WORK ITEM —
In the listing below, identify each line with the word "numbered" and return those lines.

RECORD EXCERPTS —
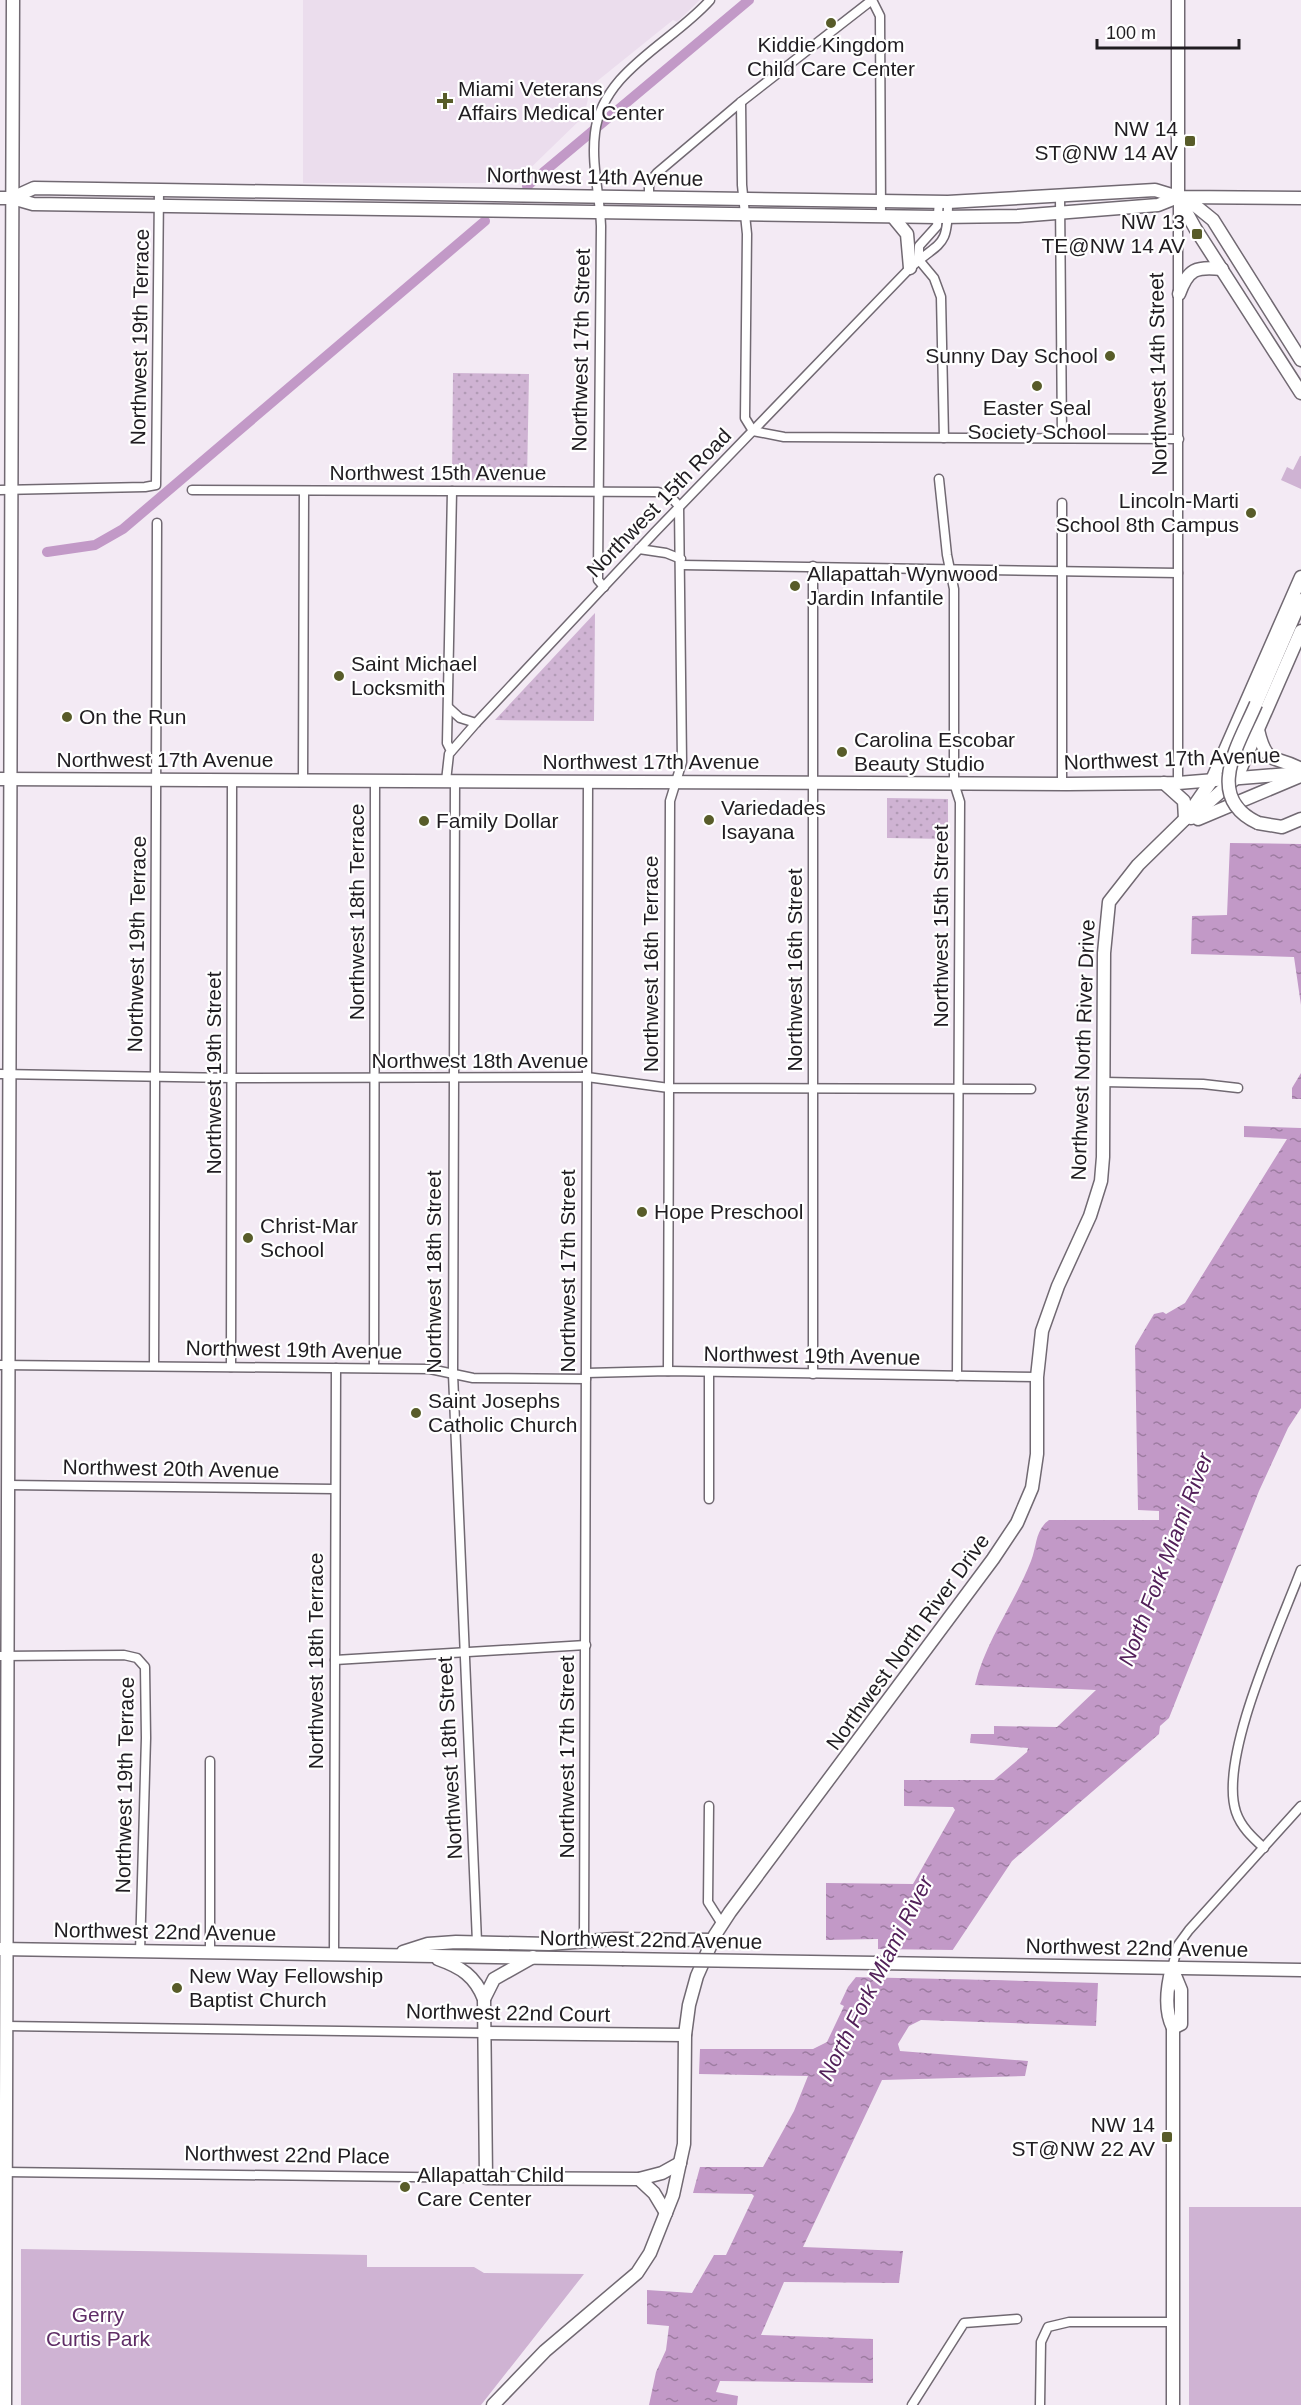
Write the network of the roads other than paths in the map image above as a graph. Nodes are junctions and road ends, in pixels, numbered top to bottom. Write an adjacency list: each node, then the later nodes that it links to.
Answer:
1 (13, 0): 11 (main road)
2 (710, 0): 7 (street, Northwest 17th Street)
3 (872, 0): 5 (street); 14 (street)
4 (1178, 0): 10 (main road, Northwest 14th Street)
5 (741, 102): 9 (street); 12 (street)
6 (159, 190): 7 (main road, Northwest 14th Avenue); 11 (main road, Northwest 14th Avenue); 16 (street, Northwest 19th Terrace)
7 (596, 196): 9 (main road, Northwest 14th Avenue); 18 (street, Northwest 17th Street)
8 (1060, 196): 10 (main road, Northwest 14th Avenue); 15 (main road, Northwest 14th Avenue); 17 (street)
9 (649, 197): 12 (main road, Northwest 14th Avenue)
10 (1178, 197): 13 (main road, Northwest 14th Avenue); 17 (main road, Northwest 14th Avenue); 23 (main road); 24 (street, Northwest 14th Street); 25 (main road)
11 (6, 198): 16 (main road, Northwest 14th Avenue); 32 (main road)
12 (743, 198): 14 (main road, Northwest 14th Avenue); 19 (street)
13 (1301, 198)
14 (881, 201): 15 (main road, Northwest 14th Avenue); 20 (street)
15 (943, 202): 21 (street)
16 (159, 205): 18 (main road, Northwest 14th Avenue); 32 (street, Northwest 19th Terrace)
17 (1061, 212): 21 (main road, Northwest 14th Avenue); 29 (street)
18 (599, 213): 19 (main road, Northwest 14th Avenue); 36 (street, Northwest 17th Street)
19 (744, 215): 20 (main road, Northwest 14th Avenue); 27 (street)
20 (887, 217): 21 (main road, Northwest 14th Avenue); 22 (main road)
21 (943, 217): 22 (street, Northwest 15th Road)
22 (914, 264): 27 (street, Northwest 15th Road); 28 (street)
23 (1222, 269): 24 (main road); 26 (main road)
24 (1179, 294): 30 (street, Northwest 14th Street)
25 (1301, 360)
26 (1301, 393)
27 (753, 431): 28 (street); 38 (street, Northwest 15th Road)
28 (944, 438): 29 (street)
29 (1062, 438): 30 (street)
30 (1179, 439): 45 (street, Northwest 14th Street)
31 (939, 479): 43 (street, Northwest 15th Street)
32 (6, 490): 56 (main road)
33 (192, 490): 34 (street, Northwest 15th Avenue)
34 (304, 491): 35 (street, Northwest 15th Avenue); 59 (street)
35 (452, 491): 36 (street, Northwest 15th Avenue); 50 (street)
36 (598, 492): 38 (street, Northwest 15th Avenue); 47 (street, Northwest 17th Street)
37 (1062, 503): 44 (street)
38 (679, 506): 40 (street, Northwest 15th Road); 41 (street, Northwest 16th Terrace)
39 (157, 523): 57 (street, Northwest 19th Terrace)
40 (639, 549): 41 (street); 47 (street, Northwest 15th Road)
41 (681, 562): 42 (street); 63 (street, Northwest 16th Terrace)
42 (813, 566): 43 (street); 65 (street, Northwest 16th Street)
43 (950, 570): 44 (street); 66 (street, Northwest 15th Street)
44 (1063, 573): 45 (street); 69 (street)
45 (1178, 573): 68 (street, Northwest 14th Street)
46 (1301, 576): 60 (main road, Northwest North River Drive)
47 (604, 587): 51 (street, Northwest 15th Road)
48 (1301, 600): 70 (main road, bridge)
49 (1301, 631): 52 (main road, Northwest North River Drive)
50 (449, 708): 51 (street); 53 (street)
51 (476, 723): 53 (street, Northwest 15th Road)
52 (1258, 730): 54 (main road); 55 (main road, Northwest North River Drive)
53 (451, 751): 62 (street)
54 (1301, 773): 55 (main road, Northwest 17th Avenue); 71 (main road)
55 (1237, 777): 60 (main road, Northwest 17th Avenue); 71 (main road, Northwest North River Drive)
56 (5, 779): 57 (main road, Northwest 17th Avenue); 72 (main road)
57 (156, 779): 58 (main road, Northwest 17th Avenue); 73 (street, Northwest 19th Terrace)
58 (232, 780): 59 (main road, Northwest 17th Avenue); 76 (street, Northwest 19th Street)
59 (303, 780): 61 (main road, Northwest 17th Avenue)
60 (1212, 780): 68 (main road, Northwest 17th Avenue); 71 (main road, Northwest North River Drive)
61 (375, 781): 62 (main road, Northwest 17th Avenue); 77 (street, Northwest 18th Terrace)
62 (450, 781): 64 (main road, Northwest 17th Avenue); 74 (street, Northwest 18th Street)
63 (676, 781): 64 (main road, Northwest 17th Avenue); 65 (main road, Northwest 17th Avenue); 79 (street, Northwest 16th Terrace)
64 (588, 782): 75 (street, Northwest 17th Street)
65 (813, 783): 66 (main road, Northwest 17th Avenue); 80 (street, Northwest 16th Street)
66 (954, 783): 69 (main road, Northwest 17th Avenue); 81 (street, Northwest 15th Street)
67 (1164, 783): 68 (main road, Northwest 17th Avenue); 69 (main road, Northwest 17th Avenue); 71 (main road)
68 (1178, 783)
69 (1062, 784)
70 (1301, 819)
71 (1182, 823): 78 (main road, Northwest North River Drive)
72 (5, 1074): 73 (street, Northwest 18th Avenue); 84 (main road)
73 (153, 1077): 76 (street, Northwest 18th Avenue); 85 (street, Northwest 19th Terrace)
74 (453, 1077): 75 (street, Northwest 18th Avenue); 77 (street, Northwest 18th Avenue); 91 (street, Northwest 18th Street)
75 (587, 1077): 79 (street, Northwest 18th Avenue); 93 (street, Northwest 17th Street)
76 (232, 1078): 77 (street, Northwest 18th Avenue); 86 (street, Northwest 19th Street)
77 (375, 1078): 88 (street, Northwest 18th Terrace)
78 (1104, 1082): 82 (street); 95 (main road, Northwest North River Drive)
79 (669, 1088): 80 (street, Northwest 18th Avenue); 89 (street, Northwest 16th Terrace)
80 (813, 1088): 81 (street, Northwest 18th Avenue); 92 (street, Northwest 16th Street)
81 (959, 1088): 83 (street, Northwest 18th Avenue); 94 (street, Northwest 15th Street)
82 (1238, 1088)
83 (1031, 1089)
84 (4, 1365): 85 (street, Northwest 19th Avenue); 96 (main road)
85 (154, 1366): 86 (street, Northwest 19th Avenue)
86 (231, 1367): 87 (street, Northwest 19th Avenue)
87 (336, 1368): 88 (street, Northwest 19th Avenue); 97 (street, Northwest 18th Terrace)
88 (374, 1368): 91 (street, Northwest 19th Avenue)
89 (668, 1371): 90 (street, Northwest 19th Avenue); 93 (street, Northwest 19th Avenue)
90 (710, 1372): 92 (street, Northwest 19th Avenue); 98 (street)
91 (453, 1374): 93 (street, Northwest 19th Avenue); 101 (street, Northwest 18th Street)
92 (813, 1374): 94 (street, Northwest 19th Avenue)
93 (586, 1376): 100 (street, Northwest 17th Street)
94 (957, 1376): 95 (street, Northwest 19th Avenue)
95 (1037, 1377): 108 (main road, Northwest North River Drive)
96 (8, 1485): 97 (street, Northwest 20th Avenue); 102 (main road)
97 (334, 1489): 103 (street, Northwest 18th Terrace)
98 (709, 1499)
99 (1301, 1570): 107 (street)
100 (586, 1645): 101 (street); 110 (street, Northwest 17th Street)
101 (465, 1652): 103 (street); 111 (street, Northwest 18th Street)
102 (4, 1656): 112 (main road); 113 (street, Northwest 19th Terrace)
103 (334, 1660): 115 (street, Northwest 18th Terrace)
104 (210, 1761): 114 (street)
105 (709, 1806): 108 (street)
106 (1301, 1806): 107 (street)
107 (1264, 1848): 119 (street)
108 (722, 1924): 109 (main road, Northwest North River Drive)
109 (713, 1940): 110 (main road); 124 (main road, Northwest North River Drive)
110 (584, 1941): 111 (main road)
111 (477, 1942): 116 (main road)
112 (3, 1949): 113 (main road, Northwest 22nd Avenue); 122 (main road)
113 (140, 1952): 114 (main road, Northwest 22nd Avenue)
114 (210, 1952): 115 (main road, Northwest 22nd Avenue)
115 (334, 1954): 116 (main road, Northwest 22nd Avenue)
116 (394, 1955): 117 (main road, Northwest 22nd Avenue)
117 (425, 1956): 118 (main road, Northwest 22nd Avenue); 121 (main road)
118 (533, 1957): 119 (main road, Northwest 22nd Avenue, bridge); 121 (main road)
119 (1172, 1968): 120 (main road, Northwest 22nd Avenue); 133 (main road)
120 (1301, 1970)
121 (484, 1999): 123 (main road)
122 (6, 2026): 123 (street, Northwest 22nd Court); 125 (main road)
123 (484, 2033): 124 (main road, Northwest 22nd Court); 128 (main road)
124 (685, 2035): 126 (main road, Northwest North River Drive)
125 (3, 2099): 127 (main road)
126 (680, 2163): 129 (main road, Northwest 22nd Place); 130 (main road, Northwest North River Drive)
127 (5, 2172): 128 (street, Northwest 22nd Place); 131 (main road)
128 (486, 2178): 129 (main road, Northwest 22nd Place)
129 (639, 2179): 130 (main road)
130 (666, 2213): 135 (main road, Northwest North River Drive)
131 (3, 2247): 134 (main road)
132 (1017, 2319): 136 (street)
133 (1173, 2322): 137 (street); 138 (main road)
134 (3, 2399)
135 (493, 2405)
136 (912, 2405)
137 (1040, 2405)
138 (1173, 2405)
---
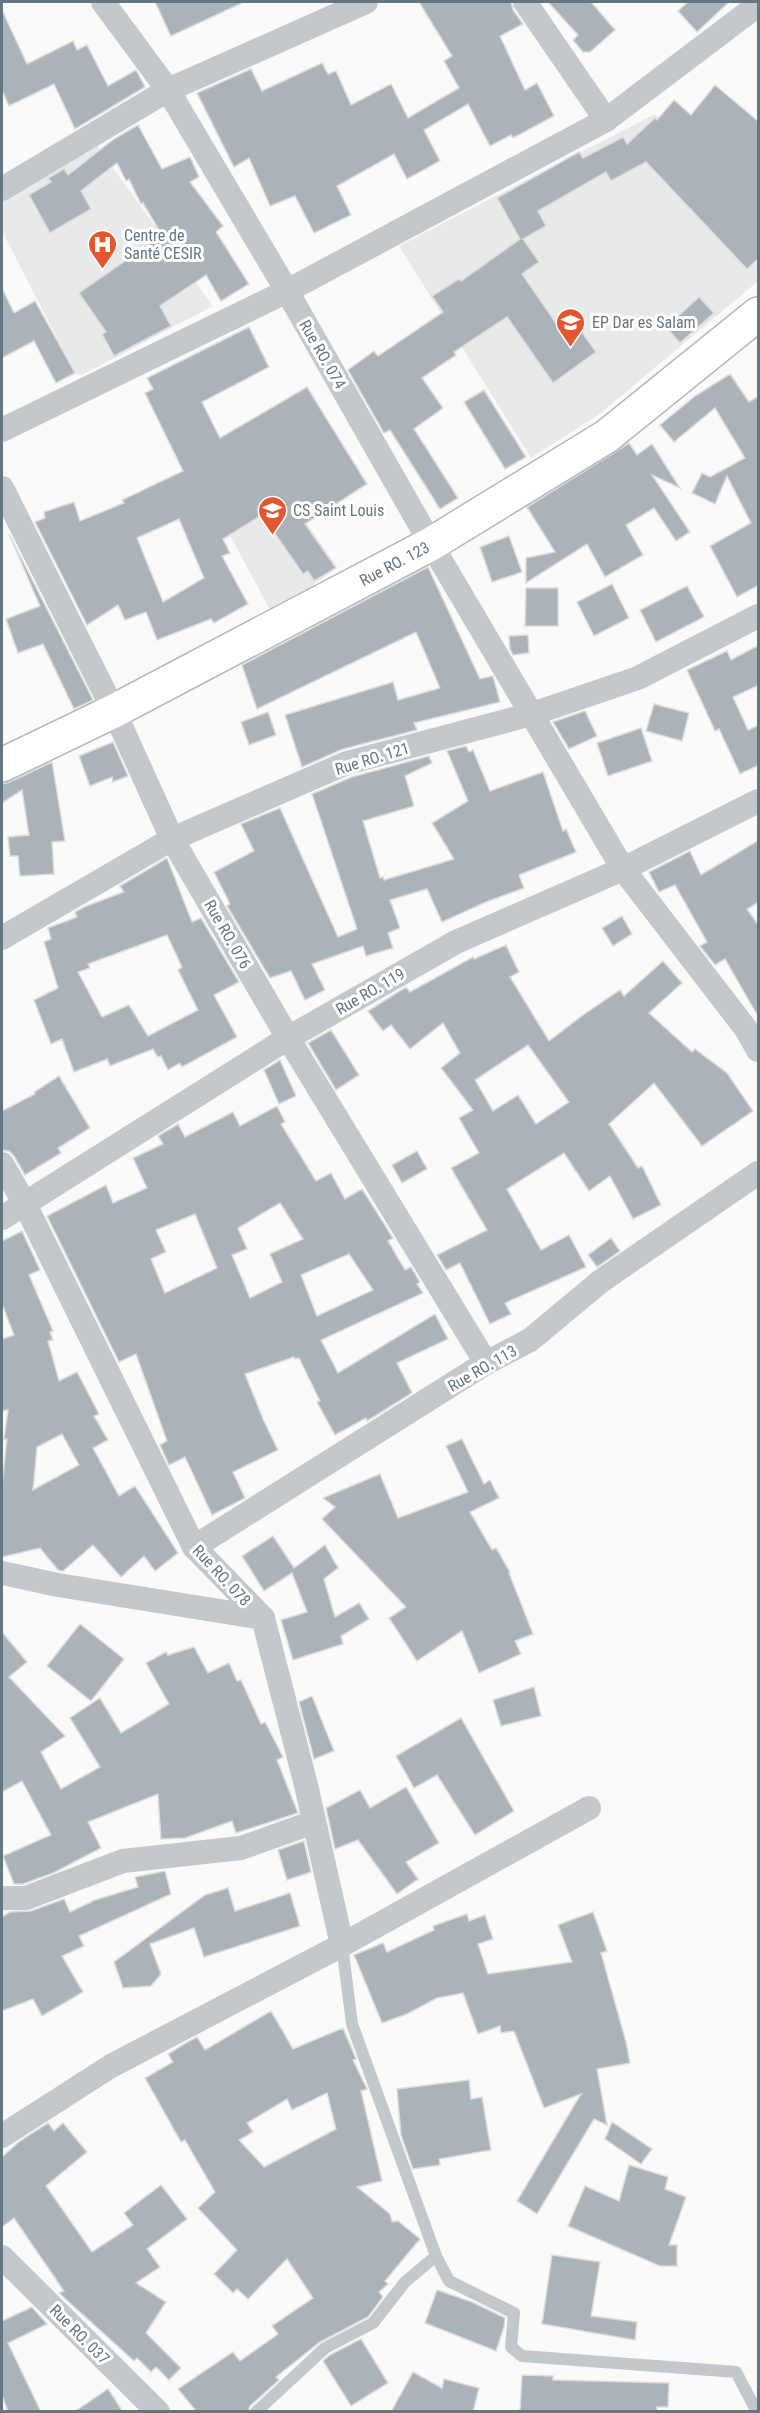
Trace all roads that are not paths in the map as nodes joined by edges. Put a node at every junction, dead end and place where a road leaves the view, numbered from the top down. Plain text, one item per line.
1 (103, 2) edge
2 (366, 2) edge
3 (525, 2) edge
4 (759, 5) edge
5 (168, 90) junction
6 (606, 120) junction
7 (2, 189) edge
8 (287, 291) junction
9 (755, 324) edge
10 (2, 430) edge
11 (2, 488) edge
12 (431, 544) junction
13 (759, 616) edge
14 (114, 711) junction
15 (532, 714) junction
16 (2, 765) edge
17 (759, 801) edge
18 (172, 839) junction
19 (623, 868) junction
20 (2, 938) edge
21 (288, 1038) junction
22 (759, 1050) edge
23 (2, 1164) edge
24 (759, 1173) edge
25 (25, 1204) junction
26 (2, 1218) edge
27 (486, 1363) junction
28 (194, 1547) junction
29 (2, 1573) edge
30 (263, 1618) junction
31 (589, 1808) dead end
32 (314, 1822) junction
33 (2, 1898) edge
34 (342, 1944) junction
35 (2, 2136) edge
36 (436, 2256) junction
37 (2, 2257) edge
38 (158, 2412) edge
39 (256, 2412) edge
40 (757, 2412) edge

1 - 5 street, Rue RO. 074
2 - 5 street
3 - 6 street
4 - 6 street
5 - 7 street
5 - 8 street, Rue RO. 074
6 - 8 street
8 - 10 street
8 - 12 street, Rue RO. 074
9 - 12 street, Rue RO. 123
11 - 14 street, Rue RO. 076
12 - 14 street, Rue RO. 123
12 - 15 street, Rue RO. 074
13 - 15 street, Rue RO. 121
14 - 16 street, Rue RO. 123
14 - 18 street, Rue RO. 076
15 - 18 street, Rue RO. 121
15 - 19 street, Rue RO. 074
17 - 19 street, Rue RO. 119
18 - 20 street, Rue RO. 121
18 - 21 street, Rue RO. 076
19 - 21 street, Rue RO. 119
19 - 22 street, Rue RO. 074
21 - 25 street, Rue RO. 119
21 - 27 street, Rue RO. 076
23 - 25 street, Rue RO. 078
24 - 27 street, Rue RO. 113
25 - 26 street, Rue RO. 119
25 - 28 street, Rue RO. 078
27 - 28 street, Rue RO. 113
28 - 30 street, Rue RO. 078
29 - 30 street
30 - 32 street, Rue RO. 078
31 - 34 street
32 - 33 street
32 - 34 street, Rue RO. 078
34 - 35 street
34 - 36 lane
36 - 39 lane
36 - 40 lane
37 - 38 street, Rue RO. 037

RESULT —
Write the network of the roads other than paths in the map image above as a graph. Nodes are junctions and road ends, in pixels, numbered top to bottom. Write an adjacency list: each node, then the later nodes that it links to.
Trace all roads that are not paths in the map as nodes joined by edges. Put a node at every junction, dead end and place where a road leaves the view, numbered from the top down. Plain text, one item per line.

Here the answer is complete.